Popol Vuh – Die Nacht Der Seele (Tantric Songs): Il Silenzio Che Respira L’Infinito

Con Die Nacht Der Seele – Tantric Songs, i Popol Vuh tornano nel 1979 a lambire i confini dell’ineffabile, portando a compimento un viaggio iniziato con Hosianna Mantra e proseguito attraverso una discografia che è, a sua volta, una liturgia sonora senza tempo. Florian Fricke, profeta del sacro attraverso il suono, guida il suo ensemble verso un altro livello di esperienza spirituale: qui, la musica non è solo creazione, ma mezzo per toccare l’anima e risvegliare il divino dormiente in ciascuno di noi.

La continuità con Hosianna Mantra è evidente e palpabile. Entrambi gli album respirano la stessa aria rarefatta, quella di una cattedrale interiore, ma mentre Hosianna Mantra si levava verso l’alto con un impeto di devozione, Die Nacht Der Seele si radica profondamente nella terra, nei ritmi della notte e della meditazione tantrica. È come se Fricke avesse voluto tracciare un cerchio perfetto: dal cielo alla terra, dal canto di lode alla contemplazione del mistero.

Ogni brano è un microcosmo di spiritualità. Mantram Der Erdberührung apre l’album con un mantra che non è fatto per essere ascoltato, ma vissuto. È il suono della terra che pulsa, che vibra sotto i piedi, un inno alla connessione con ciò che è più primordiale e autentico. Segue Engel Der Luft, che come suggerisce il titolo è etereo, leggero, quasi impalpabile. Qui, l’oboe di Susan Goetting si intreccia con le linee vocali di Renate Knaup, creando un dialogo che trascende il linguaggio, un canto che appartiene più agli angeli che agli uomini.

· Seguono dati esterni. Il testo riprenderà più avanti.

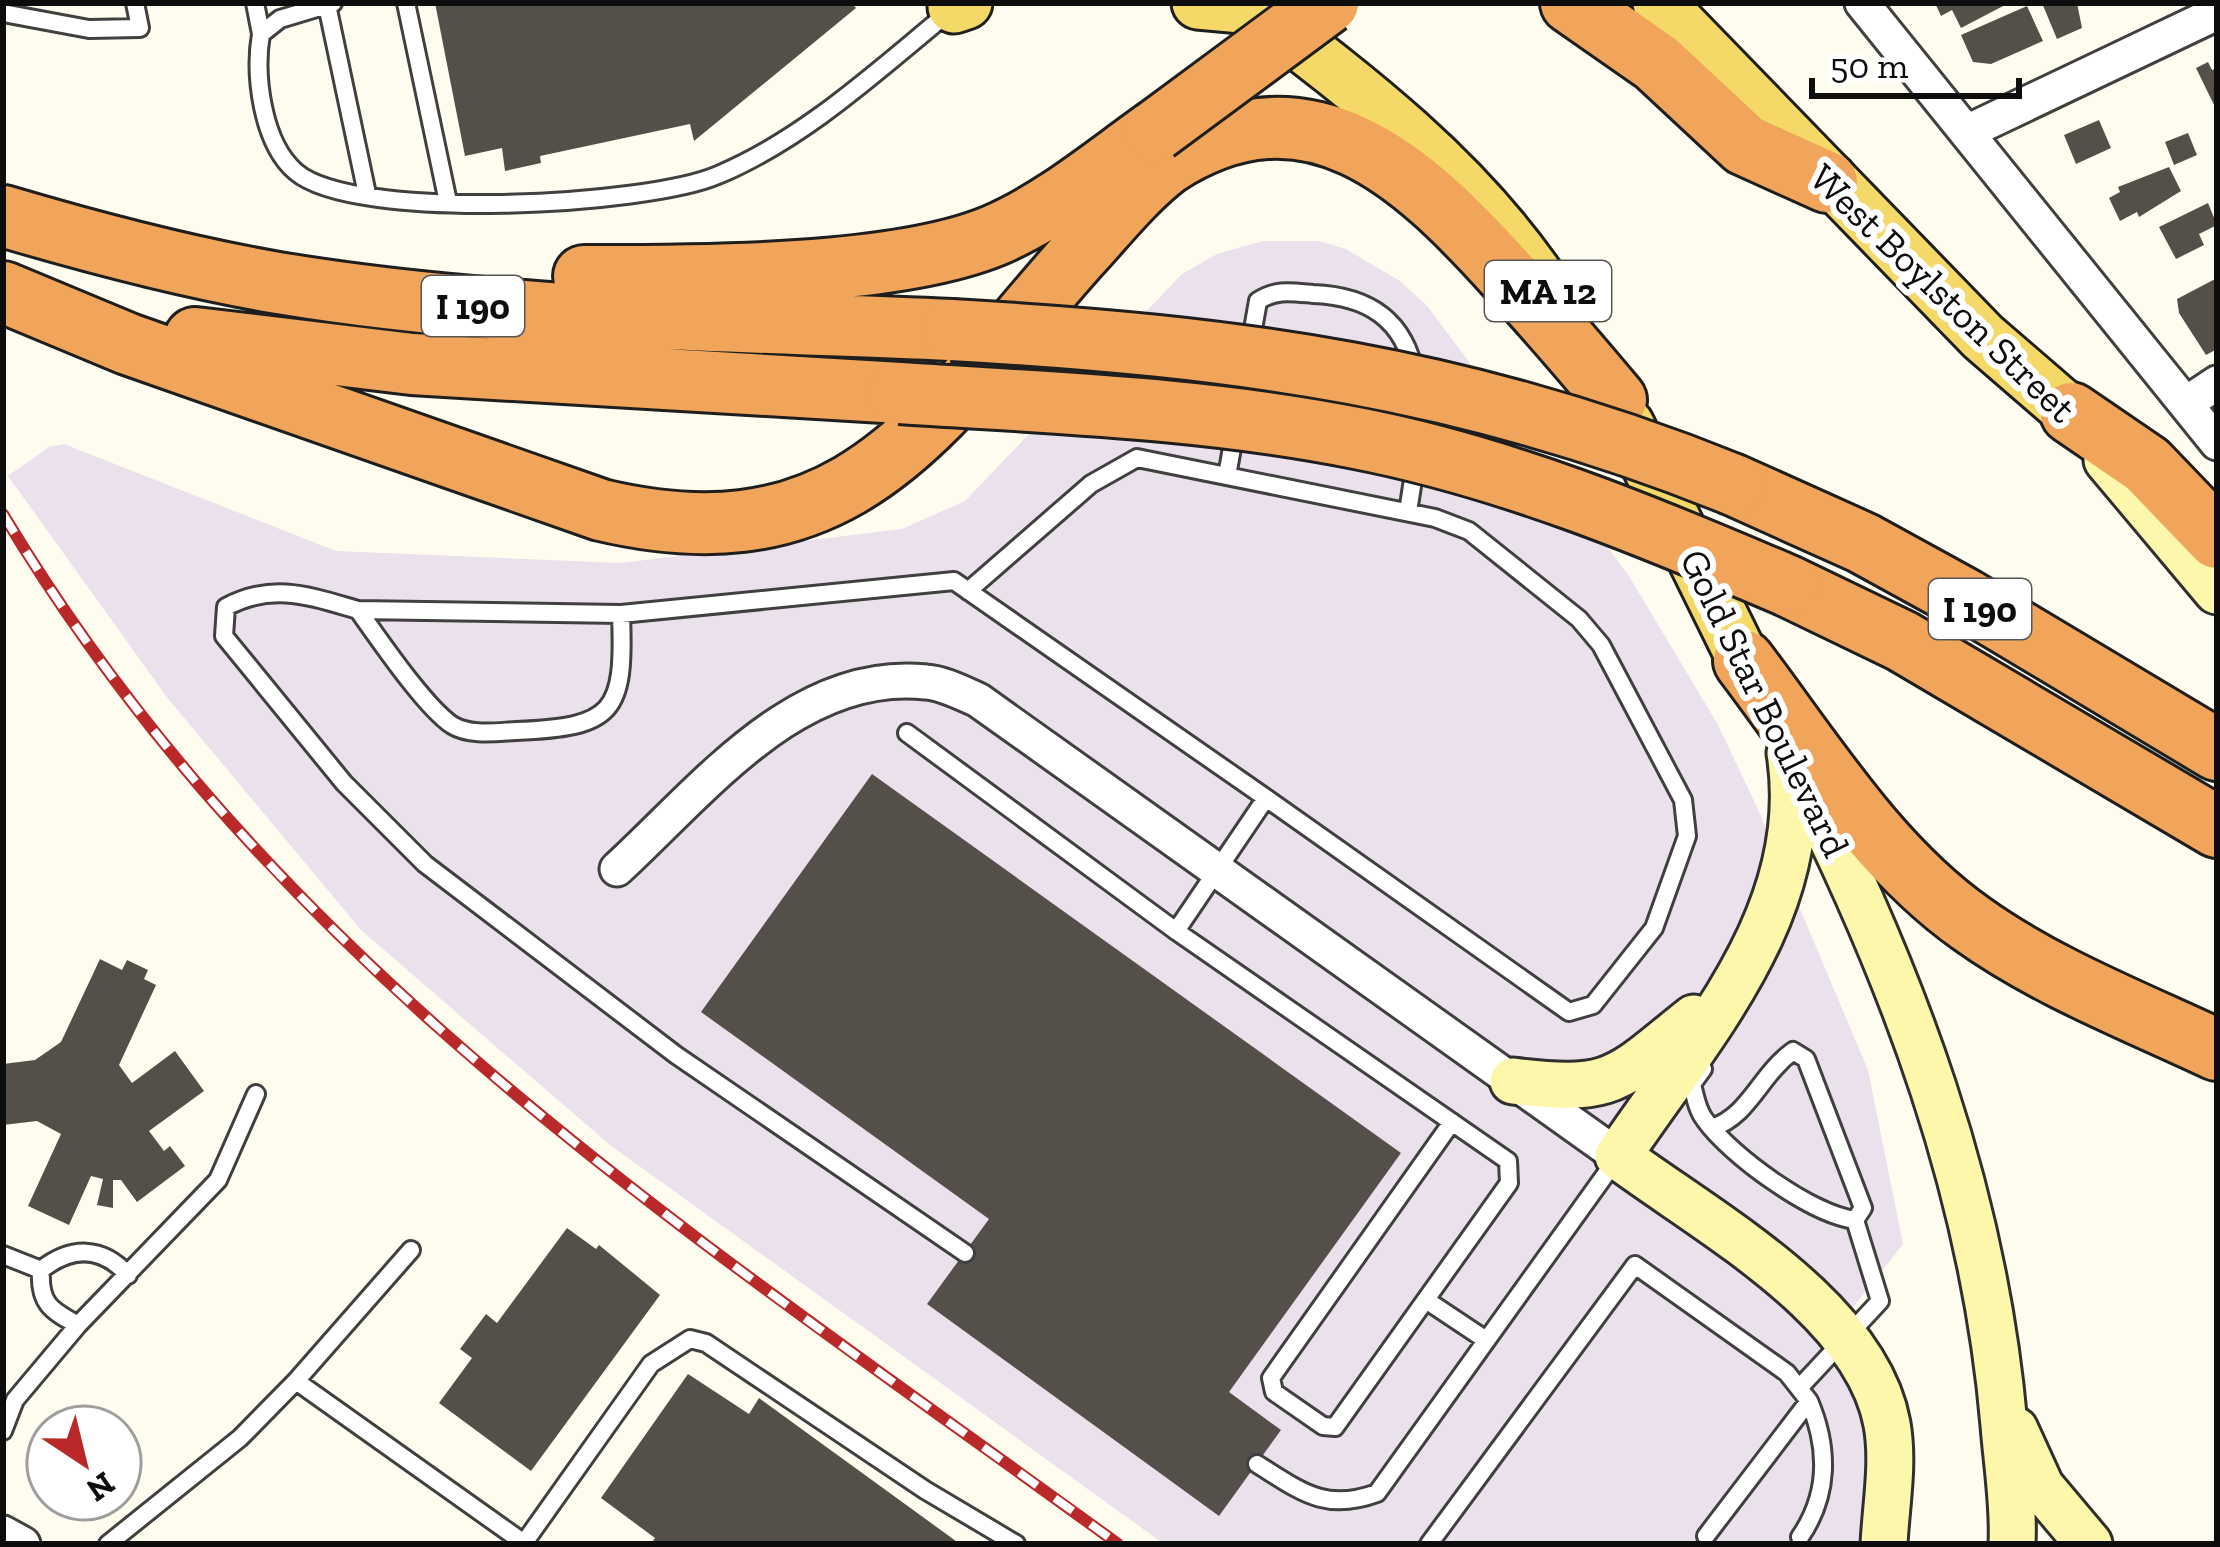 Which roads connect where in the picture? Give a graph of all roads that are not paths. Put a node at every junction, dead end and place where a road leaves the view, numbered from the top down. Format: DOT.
graph roads {
  1 [pos="135,3"];
  2 [pos="255,3"];
  3 [pos="406,3"];
  4 [pos="1198,3"];
  5 [pos="1328,3"];
  6 [pos="1571,3"];
  7 [pos="1659,3"];
  8 [pos="1862,3"];
  9 [pos="330,4"];
  10 [pos="957,4"];
  11 [pos="1250,6"];
  12 [pos="3,13"];
  13 [pos="2217,13"];
  14 [pos="261,34"];
  15 [pos="1967,132"];
  16 [pos="1827,182"];
  17 [pos="367,194"];
  18 [pos="448,202"];
  19 [pos="3,215"];
  20 [pos="265,280"];
  21 [pos="20,298"];
  22 [pos="2217,383"];
  23 [pos="1419,399"];
  24 [pos="1616,400"];
  25 [pos="2187,403"];
  26 [pos="2071,413"];
  27 [pos="2217,442"];
  28 [pos="1419,443"];
  29 [pos="1227,476"];
  30 [pos="1408,512"];
  31 [pos="2217,538"];
  32 [pos="968,591"];
  33 [pos="2217,591"];
  34 [pos="358,610"];
  35 [pos="621,614"];
  36 [pos="1744,662"];
  37 [pos="907,733"];
  38 [pos="2217,750"];
  39 [pos="1790,753"];
  40 [pos="1266,798"];
  41 [pos="2217,827"];
  42 [pos="617,869"];
  43 [pos="1220,872"];
  44 [pos="1176,931"];
  45 [pos="2060,977"];
  46 [pos="1730,990"];
  47 [pos="2217,1034"];
  48 [pos="2217,1050"];
  49 [pos="1513,1081"];
  50 [pos="256,1094"];
  51 [pos="1452,1122"];
  52 [pos="1712,1128"];
  53 [pos="1618,1156"];
  54 [pos="1855,1220"];
  55 [pos="411,1250"];
  56 [pos="965,1253"];
  57 [pos="3,1255"];
  58 [pos="41,1270"];
  59 [pos="128,1275"];
  60 [pos="1426,1300"];
  61 [pos="77,1324"];
  62 [pos="1845,1338"];
  63 [pos="1486,1340"];
  64 [pos="296,1381"];
  65 [pos="2001,1388"];
  66 [pos="1804,1394"];
  67 [pos="3,1432"];
  68 [pos="1257,1464"];
  69 [pos="3,1533"];
  70 [pos="1800,1537"];
  71 [pos="1707,1541"];
  72 [pos="23,1544"];
  73 [pos="107,1544"];
  74 [pos="1016,1544"];
  75 [pos="1429,1544"];
  76 [pos="1884,1544"];
  77 [pos="2012,1544"];
  78 [pos="2090,1544"];
  1 -- 12 [label="lane"];
  2 -- 14 [label="lane"];
  3 -- 18 [label="lane"];
  4 -- 11 [label="main road"];
  5 -- 20 [label="highway, bridge"];
  6 -- 16 [label="highway"];
  7 -- 16 [label="main road, West Boylston Street"];
  8 -- 15 [label="street"];
  9 -- 14 [label="lane"];
  9 -- 17 [label="lane"];
  10 -- 18 [label="lane"];
  11 -- 24 [label="main road, Gold Star Boulevard / MA 12"];
  13 -- 15 [label="street"];
  14 -- 17 [label="lane"];
  15 -- 25 [label="street"];
  16 -- 26 [label="main road, West Boylston Street"];
  17 -- 18 [label="lane"];
  19 -- 20 [label="highway, I 190"];
  20 -- 38 [label="highway, I 190, bridge"];
  21 -- 24 [label="highway"];
  21 -- 41 [label="highway, I 190, bridge"];
  22 -- 25 [label="street"];
  23 -- 29 [label="lane"];
  24 -- 36 [label="main road, Gold Star Boulevard / MA 12"];
  25 -- 27 [label="street"];
  26 -- 31 [label="highway"];
  26 -- 33 [label="main road, West Boylston Street"];
  28 -- 30 [label="lane"];
  29 -- 30 [label="lane"];
  29 -- 32 [label="lane"];
  30 -- 40 [label="lane"];
  32 -- 35 [label="lane"];
  32 -- 40 [label="lane"];
  34 -- 35 [label="lane"];
  34 -- 35 [label="lane"];
  34 -- 56 [label="lane"];
  36 -- 39 [label="main road, Gold Star Boulevard / MA 12"];
  36 -- 45 [label="highway"];
  37 -- 44 [label="lane"];
  39 -- 46 [label="main road"];
  39 -- 65 [label="main road, Gold Star Boulevard / MA 12"];
  40 -- 43 [label="lane"];
  42 -- 43 [label="street"];
  43 -- 44 [label="lane"];
  43 -- 49 [label="street"];
  44 -- 51 [label="lane"];
  45 -- 47 [label="highway"];
  45 -- 48 [label="highway"];
  46 -- 49 [label="main road"];
  46 -- 52 [label="lane"];
  46 -- 53 [label="main road"];
  49 -- 53 [label="street"];
  50 -- 59 [label="lane"];
  51 -- 60 [label="lane"];
  51 -- 60 [label="lane"];
  52 -- 54 [label="lane"];
  52 -- 54 [label="lane"];
  53 -- 62 [label="main road"];
  53 -- 63 [label="lane"];
  54 -- 62 [label="lane"];
  55 -- 64 [label="lane"];
  57 -- 58 [label="lane"];
  58 -- 59 [label="lane"];
  58 -- 61 [label="lane"];
  59 -- 61 [label="lane"];
  60 -- 63 [label="lane"];
  61 -- 67 [label="lane"];
  62 -- 66 [label="lane"];
  62 -- 76 [label="main road"];
  63 -- 68 [label="lane"];
  64 -- 73 [label="lane"];
  64 -- 74 [label="lane"];
  65 -- 77 [label="main road, Gold Star Boulevard / MA 12"];
  65 -- 78 [label="main road"];
  66 -- 70 [label="lane"];
  66 -- 71 [label="lane"];
  66 -- 75 [label="lane"];
  69 -- 72 [label="street"];
}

Il cuore pulsante dell’album risiede in brani come Wanderer Durch Die Nacht, dove la chitarra di Daniel Fichelscher e il sitar di Alois Gromer evocano la sensazione di un viaggio interiore senza meta. È la notte che si apre all’infinito, che accoglie il viandante con un abbraccio oscuro e misterioso.

Fricke, maestro dell’introspezione sonora, riduce all’essenziale ogni strumento, ogni suono e riesce a rendere interiore ció che è esteriore. Non c’è virtuosismo fine a sé stesso, solo la volontà di servire qualcosa di più grande, un’energia che si percepisce al di là delle note. Die Nacht Der Seele è tanto un album quanto un’esperienza; è uno specchio in cui l’ascoltatore trova riflesso il proprio volto, trasfigurato dalla luce dell’inconoscibile.

C’è anche una sottile vena di malinconia che attraversa l’opera, come un fiume sotterraneo. È la consapevolezza che ogni esperienza mistica è, al contempo, una perdita e un ritrovamento: si perde il senso del sé, ma si guadagna l’accesso a una dimensione più ampia, più pura.

Die Nacht Der Seele non è solo musica, ma una porta aperta verso qualcosa di sacro. Ascoltarlo è come sedersi in una notte stellata e percepire il respiro del cosmo: un’esperienza intima, solitaria, ma profondamente universale. I Popol Vuh hanno creato non un album, ma un tempio in cui ogni ascoltatore è chiamato ad entrare e lasciarsi avvolgere dal silenzio che respira l’infinito.